## Try it
Set out exactly, line by line, the stretch of data below that begins at the line containing "Turn all roads" and ends at the line containing "Which roads connect", with both ends kept.

## Given data
---
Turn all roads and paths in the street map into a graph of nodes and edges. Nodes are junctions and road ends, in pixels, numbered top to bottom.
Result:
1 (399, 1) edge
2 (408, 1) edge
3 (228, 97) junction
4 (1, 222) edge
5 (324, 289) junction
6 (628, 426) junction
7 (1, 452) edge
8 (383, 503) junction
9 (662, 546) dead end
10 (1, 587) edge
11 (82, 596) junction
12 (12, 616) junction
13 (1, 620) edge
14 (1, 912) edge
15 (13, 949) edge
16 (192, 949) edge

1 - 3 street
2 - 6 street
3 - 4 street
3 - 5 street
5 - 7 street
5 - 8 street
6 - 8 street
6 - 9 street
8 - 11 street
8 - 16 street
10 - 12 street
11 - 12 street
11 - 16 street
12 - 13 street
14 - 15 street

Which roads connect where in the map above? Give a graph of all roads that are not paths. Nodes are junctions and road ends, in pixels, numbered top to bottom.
---
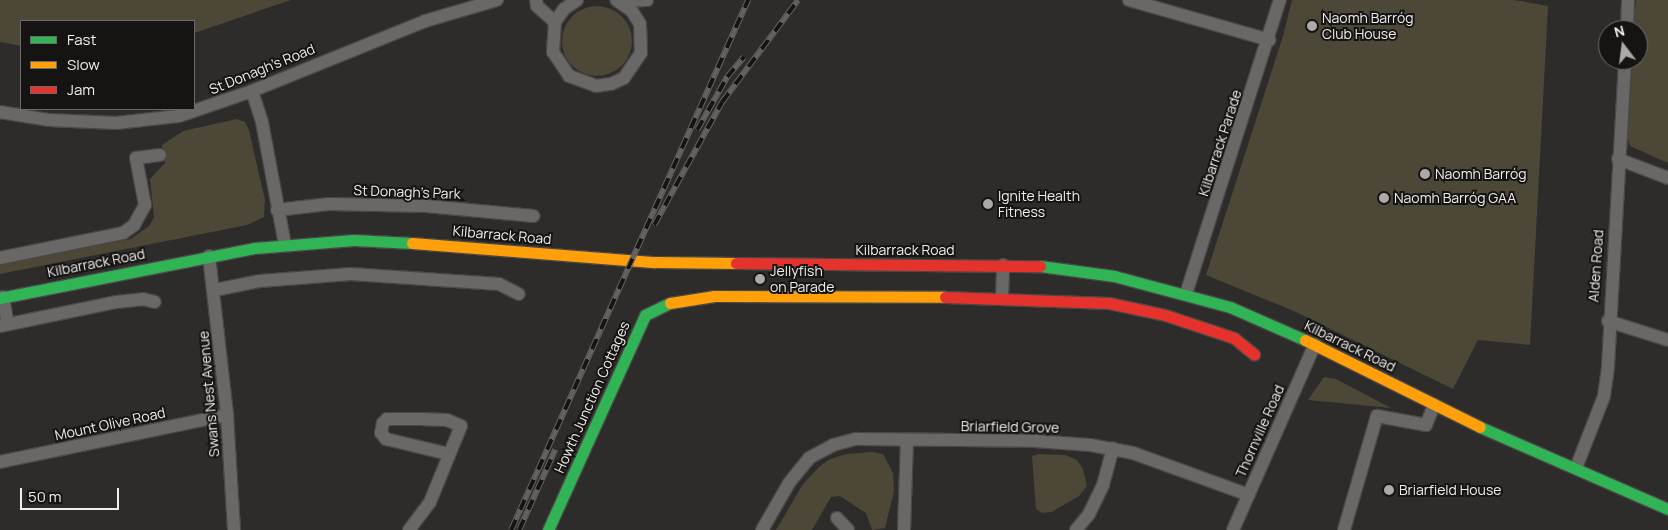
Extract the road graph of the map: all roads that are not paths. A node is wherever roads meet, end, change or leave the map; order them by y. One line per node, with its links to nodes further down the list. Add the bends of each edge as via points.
---
## Result of the task
Turn all roads and paths in the street map into a graph of nodes and edges. Nodes are junctions and road ends, in pixels, numbered top to bottom.
Result:
1 (399, 1) edge
2 (408, 1) edge
3 (228, 97) junction
4 (1, 222) edge
5 (324, 289) junction
6 (628, 426) junction
7 (1, 452) edge
8 (383, 503) junction
9 (662, 546) dead end
10 (1, 587) edge
11 (82, 596) junction
12 (12, 616) junction
13 (1, 620) edge
14 (1, 912) edge
15 (13, 949) edge
16 (192, 949) edge

1 - 3 street
2 - 6 street
3 - 4 street
3 - 5 street
5 - 7 street
5 - 8 street
6 - 8 street
6 - 9 street
8 - 11 street
8 - 16 street
10 - 12 street
11 - 12 street
11 - 16 street
12 - 13 street
14 - 15 street

Which roads connect where in the map above? Give a graph of all roads that are not paths. Nodes are junctions and road ends, in pixels, numbered top to bottom.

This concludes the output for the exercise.